== Task details ==
The answer must consist of every line from the data that holds the string "Madrasah".

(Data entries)
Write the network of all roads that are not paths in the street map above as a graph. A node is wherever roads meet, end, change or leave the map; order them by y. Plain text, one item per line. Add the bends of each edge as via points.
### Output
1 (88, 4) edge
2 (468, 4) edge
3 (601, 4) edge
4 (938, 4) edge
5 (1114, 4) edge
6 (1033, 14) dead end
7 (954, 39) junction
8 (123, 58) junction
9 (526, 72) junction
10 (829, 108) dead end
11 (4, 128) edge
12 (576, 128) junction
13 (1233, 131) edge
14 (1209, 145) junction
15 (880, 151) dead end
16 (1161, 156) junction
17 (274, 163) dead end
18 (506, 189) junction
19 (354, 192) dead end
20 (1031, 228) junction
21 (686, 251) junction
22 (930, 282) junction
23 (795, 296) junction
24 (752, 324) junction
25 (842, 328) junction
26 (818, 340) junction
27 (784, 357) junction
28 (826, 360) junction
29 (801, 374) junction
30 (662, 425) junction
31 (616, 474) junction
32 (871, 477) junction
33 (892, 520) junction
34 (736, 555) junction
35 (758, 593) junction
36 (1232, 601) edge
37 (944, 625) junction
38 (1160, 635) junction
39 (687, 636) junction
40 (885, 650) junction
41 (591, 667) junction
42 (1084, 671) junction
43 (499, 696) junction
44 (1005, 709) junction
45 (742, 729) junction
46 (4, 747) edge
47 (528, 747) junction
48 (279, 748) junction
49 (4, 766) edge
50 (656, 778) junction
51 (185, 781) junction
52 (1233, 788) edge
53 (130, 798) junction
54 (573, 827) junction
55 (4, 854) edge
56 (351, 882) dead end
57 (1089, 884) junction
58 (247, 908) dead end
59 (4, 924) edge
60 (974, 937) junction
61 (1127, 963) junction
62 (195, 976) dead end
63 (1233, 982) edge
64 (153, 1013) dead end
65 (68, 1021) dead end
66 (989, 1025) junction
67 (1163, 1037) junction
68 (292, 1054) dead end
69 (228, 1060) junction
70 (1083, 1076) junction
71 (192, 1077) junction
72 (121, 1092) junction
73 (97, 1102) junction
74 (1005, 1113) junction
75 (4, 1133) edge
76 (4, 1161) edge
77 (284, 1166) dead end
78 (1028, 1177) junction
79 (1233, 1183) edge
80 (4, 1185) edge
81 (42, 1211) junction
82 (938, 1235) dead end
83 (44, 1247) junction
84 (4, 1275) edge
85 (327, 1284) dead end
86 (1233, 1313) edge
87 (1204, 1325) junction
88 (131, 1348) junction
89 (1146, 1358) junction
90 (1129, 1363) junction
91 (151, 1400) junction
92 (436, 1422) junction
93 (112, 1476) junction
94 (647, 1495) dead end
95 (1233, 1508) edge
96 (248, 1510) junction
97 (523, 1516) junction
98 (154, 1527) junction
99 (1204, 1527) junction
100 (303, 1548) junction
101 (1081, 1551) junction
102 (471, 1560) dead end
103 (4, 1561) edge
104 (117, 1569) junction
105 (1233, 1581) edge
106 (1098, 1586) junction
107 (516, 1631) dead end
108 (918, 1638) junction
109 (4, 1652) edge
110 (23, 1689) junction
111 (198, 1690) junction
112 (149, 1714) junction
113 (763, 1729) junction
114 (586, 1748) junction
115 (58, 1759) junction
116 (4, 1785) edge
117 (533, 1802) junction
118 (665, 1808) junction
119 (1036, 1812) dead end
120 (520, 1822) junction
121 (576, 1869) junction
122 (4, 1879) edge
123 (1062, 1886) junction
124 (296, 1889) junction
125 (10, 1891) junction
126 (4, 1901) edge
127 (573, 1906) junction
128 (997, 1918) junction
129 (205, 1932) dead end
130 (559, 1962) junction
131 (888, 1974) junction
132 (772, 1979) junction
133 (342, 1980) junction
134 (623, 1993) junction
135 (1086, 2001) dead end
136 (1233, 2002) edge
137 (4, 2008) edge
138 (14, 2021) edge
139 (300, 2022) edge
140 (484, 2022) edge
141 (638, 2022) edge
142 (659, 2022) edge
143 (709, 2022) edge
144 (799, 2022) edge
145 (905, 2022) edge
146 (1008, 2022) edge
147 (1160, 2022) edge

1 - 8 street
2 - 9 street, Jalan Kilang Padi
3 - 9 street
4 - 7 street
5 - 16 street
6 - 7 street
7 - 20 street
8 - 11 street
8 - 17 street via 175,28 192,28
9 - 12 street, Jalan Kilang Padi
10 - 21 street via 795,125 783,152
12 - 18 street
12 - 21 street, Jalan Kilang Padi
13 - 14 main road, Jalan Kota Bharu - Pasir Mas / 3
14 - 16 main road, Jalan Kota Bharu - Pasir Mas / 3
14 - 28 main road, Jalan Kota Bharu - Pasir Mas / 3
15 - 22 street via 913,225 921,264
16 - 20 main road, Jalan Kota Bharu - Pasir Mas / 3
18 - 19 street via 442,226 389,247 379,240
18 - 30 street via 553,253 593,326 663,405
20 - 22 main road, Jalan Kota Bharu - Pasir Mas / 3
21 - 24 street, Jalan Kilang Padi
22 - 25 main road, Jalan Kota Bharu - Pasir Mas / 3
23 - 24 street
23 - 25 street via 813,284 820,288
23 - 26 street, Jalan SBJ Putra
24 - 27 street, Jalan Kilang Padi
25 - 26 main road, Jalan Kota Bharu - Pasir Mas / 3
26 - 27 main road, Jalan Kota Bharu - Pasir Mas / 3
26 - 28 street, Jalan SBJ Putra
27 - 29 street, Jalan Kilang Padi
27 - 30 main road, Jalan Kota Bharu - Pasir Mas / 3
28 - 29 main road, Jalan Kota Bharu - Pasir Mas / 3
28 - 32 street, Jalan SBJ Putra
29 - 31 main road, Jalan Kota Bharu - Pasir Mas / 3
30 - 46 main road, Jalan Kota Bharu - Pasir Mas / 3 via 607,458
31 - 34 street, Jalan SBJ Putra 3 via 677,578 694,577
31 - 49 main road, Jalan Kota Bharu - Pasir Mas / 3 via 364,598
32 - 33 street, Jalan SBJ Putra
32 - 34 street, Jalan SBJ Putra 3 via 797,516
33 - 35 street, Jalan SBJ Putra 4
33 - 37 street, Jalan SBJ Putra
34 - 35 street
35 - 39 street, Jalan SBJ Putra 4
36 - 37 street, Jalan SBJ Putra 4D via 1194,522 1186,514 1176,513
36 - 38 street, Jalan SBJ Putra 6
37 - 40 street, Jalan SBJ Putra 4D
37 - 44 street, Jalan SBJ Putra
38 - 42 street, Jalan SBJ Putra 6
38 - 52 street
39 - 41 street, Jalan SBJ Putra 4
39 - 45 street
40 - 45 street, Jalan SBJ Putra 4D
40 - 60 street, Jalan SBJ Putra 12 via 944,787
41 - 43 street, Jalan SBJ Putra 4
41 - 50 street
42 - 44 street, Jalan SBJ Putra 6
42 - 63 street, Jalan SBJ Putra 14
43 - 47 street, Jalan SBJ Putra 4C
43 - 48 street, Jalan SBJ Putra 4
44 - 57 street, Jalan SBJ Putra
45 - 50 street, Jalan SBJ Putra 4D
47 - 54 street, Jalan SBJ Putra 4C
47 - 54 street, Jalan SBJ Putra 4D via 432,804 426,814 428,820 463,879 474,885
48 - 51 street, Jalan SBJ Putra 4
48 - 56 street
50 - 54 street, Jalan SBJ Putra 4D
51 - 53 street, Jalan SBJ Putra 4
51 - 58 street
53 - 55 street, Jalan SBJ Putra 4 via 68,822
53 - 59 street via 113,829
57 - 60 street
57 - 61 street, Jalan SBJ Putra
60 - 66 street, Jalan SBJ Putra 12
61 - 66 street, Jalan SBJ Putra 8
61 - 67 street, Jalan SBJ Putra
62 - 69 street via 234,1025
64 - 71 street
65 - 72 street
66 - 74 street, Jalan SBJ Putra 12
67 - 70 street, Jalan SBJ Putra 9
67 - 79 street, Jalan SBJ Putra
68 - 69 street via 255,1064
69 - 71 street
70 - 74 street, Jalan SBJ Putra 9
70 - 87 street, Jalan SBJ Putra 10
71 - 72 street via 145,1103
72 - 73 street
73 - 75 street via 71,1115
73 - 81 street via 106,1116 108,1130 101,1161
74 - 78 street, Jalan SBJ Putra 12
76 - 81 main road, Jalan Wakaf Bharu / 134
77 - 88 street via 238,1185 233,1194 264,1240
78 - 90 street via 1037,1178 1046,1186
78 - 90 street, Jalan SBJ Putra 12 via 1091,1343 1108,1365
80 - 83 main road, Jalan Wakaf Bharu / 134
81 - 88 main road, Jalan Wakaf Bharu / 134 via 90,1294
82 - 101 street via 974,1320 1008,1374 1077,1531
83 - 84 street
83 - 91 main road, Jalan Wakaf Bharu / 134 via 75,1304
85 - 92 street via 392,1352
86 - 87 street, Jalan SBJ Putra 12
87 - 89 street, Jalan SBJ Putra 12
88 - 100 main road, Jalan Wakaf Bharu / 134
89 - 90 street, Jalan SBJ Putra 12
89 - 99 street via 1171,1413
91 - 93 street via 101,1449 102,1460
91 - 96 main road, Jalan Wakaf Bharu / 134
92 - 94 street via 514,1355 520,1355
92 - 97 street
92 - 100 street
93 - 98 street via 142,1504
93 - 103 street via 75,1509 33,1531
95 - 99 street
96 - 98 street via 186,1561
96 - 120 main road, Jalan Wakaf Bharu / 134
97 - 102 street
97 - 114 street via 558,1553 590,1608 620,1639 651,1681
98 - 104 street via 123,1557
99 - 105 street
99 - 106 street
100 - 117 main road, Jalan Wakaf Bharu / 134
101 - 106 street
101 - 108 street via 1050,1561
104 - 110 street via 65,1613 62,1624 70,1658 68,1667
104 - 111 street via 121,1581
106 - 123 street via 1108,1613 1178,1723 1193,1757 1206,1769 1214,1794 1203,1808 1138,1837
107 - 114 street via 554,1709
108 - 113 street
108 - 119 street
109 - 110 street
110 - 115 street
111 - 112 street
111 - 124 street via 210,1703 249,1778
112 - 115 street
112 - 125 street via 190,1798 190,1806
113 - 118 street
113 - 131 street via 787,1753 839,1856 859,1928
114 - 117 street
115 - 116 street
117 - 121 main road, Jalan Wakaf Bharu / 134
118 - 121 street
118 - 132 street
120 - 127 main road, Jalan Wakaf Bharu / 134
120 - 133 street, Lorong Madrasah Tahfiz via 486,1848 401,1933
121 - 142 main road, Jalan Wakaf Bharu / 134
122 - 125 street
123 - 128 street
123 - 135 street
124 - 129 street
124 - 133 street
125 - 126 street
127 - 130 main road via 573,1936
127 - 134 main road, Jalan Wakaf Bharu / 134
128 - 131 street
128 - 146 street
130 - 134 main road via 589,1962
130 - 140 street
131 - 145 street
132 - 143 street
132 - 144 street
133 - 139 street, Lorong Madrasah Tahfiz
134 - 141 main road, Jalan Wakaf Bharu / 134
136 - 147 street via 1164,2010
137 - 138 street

== Written response ==
120 - 133 street, Lorong Madrasah Tahfiz via 486,1848 401,1933
133 - 139 street, Lorong Madrasah Tahfiz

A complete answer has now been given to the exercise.